→ Source data
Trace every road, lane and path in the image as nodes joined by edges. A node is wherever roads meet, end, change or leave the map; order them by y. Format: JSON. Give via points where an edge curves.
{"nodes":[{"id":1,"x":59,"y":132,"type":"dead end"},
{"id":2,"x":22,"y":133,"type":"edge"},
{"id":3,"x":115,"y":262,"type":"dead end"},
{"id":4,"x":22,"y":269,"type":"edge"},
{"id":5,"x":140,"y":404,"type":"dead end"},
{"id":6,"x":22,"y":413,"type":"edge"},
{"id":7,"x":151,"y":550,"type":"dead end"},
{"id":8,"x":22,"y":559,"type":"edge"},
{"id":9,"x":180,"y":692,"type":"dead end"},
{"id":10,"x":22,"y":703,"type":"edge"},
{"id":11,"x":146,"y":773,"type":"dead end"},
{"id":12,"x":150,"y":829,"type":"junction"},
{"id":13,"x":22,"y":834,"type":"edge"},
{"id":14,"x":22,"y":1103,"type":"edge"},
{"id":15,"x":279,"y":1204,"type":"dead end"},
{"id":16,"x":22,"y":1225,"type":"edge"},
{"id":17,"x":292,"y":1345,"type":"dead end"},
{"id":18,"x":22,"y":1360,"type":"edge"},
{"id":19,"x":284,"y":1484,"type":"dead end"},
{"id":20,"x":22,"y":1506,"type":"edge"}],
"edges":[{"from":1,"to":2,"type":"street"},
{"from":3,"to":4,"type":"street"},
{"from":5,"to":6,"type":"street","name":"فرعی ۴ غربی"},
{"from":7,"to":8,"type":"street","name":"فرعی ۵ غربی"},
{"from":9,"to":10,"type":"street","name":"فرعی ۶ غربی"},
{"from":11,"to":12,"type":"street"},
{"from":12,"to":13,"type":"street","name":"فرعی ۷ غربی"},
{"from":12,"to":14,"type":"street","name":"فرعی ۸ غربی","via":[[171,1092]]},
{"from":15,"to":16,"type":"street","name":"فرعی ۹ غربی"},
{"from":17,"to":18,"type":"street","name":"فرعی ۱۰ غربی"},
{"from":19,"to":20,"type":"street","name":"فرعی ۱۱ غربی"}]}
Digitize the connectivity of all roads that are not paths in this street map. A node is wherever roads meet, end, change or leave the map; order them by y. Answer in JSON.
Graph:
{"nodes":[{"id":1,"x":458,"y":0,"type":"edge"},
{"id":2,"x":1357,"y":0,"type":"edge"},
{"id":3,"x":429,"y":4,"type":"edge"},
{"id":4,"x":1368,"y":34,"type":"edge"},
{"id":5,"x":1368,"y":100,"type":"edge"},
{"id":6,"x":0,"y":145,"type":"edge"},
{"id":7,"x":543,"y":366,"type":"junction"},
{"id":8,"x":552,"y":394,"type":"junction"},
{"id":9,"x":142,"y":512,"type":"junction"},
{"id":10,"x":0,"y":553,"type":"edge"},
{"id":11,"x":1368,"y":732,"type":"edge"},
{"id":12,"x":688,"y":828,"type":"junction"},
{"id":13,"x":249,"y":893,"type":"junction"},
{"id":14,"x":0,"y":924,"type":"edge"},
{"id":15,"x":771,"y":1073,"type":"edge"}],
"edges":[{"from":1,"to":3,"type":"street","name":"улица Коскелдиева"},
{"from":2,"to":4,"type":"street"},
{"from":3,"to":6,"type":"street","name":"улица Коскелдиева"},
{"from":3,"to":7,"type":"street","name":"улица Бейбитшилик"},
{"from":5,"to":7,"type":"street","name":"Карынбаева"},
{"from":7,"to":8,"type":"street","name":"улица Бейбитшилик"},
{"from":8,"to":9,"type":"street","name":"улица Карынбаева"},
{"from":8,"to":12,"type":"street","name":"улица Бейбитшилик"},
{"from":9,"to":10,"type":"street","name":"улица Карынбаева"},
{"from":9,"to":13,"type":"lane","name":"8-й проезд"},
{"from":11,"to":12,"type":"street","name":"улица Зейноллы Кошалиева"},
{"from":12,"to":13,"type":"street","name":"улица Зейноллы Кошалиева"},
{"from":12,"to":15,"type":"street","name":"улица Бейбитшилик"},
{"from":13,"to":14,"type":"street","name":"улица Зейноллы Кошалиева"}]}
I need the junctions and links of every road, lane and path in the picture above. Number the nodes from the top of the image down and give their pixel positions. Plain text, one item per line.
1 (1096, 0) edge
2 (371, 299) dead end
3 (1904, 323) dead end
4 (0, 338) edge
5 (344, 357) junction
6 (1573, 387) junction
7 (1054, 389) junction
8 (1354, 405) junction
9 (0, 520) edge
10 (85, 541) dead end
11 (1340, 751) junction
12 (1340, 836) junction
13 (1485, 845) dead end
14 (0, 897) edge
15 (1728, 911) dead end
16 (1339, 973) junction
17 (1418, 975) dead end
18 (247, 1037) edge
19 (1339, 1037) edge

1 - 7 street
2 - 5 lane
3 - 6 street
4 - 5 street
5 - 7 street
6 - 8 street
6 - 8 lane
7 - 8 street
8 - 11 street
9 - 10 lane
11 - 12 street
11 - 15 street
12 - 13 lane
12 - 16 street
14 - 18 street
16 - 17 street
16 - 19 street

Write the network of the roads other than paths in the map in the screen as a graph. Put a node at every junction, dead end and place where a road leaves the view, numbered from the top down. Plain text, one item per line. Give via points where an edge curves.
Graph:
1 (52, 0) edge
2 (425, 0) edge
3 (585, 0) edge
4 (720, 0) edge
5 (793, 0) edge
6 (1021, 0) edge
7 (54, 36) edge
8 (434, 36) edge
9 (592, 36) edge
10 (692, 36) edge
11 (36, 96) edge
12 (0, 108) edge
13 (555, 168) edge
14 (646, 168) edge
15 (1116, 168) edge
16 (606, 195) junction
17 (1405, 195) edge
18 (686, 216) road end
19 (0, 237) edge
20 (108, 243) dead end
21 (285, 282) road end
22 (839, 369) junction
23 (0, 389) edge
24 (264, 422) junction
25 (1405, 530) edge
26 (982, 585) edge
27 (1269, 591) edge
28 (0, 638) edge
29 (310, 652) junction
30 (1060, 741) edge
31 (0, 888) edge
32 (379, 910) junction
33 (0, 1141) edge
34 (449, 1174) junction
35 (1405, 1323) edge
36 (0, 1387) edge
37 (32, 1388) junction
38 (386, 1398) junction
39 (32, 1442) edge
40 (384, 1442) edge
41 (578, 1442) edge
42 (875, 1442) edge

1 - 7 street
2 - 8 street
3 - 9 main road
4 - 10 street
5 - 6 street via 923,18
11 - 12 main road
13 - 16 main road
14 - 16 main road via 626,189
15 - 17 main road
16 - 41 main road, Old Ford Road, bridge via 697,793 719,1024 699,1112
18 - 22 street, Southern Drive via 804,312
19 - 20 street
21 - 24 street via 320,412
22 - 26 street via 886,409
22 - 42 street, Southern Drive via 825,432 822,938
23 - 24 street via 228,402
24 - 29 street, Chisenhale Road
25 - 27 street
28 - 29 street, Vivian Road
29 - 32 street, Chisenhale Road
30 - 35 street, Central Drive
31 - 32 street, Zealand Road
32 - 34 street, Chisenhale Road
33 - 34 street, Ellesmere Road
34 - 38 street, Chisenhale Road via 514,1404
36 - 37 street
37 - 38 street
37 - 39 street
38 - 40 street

→ Work request
Retype the first line of the entries and every line after it, please, through the line that contains "Digitize the connectivity". Add nothing.

→ Answer to the problem
Trace every road, lane and path in the image as nodes joined by edges. A node is wherever roads meet, end, change or leave the map; order them by y. Format: JSON. Give via points where an edge curves.
{"nodes":[{"id":1,"x":59,"y":132,"type":"dead end"},
{"id":2,"x":22,"y":133,"type":"edge"},
{"id":3,"x":115,"y":262,"type":"dead end"},
{"id":4,"x":22,"y":269,"type":"edge"},
{"id":5,"x":140,"y":404,"type":"dead end"},
{"id":6,"x":22,"y":413,"type":"edge"},
{"id":7,"x":151,"y":550,"type":"dead end"},
{"id":8,"x":22,"y":559,"type":"edge"},
{"id":9,"x":180,"y":692,"type":"dead end"},
{"id":10,"x":22,"y":703,"type":"edge"},
{"id":11,"x":146,"y":773,"type":"dead end"},
{"id":12,"x":150,"y":829,"type":"junction"},
{"id":13,"x":22,"y":834,"type":"edge"},
{"id":14,"x":22,"y":1103,"type":"edge"},
{"id":15,"x":279,"y":1204,"type":"dead end"},
{"id":16,"x":22,"y":1225,"type":"edge"},
{"id":17,"x":292,"y":1345,"type":"dead end"},
{"id":18,"x":22,"y":1360,"type":"edge"},
{"id":19,"x":284,"y":1484,"type":"dead end"},
{"id":20,"x":22,"y":1506,"type":"edge"}],
"edges":[{"from":1,"to":2,"type":"street"},
{"from":3,"to":4,"type":"street"},
{"from":5,"to":6,"type":"street","name":"فرعی ۴ غربی"},
{"from":7,"to":8,"type":"street","name":"فرعی ۵ غربی"},
{"from":9,"to":10,"type":"street","name":"فرعی ۶ غربی"},
{"from":11,"to":12,"type":"street"},
{"from":12,"to":13,"type":"street","name":"فرعی ۷ غربی"},
{"from":12,"to":14,"type":"street","name":"فرعی ۸ غربی","via":[[171,1092]]},
{"from":15,"to":16,"type":"street","name":"فرعی ۹ غربی"},
{"from":17,"to":18,"type":"street","name":"فرعی ۱۰ غربی"},
{"from":19,"to":20,"type":"street","name":"فرعی ۱۱ غربی"}]}
Digitize the connectivity of all roads that are not paths in this street map. A node is wherever roads meet, end, change or leave the map; order them by y. Answer in JSON.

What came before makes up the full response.